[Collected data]
▬▬▬▬▬▬▬▬▬▬

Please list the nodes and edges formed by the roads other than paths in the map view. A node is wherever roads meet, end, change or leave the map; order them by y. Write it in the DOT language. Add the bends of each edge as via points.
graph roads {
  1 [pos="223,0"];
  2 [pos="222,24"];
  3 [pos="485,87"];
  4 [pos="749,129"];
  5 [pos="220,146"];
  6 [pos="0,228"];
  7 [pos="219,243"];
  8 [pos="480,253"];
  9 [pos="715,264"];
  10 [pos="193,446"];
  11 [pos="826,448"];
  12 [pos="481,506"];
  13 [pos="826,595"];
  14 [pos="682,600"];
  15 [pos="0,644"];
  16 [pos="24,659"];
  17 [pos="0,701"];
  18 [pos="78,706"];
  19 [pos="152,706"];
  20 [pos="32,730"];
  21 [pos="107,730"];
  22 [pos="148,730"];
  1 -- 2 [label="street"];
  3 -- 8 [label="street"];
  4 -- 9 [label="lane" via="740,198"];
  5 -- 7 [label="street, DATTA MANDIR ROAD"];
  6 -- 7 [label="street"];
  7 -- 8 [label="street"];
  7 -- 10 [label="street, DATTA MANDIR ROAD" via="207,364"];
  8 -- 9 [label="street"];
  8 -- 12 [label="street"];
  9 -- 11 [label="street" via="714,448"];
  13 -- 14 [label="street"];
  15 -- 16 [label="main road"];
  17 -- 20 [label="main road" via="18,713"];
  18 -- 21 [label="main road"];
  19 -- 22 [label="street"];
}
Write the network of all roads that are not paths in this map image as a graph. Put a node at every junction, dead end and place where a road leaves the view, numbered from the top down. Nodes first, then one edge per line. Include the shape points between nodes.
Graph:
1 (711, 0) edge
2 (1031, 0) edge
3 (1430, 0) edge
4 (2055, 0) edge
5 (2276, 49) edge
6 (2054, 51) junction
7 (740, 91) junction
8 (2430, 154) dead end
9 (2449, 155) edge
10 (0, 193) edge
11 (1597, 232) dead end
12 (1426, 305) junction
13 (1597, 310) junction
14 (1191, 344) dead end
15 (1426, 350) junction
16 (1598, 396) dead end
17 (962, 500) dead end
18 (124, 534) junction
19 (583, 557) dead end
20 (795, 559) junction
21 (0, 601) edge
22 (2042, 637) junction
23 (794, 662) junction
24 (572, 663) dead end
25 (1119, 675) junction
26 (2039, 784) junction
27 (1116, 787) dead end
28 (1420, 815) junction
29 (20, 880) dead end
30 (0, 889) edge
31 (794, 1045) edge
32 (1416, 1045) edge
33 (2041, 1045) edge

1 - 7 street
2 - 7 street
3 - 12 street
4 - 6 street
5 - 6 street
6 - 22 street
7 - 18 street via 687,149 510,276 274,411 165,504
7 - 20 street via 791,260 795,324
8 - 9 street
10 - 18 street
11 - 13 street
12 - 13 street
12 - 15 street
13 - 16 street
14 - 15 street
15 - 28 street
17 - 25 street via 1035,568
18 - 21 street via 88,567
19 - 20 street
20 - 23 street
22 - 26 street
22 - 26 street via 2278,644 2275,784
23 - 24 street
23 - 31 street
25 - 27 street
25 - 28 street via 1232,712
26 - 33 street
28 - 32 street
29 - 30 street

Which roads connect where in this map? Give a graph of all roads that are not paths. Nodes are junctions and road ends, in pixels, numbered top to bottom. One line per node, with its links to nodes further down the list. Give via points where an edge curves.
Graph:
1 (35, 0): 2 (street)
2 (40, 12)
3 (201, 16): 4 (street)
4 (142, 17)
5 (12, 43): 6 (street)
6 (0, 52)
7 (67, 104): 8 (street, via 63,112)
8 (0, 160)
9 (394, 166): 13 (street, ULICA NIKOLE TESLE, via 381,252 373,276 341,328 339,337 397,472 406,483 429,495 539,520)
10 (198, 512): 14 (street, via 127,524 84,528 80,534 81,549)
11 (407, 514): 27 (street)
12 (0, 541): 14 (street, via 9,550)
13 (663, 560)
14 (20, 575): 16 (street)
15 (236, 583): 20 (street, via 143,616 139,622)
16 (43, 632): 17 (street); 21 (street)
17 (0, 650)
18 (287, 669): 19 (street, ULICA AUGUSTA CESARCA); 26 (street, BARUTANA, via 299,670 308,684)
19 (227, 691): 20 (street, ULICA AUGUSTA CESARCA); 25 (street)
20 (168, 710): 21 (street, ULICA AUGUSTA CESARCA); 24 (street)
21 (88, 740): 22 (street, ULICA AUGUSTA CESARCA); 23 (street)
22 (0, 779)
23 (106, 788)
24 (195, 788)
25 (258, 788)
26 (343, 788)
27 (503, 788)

▬▬▬▬▬▬▬▬▬▬

(What needs to be done) Find the lines above that contain "this" and report their number, without comment.

(Reply) 2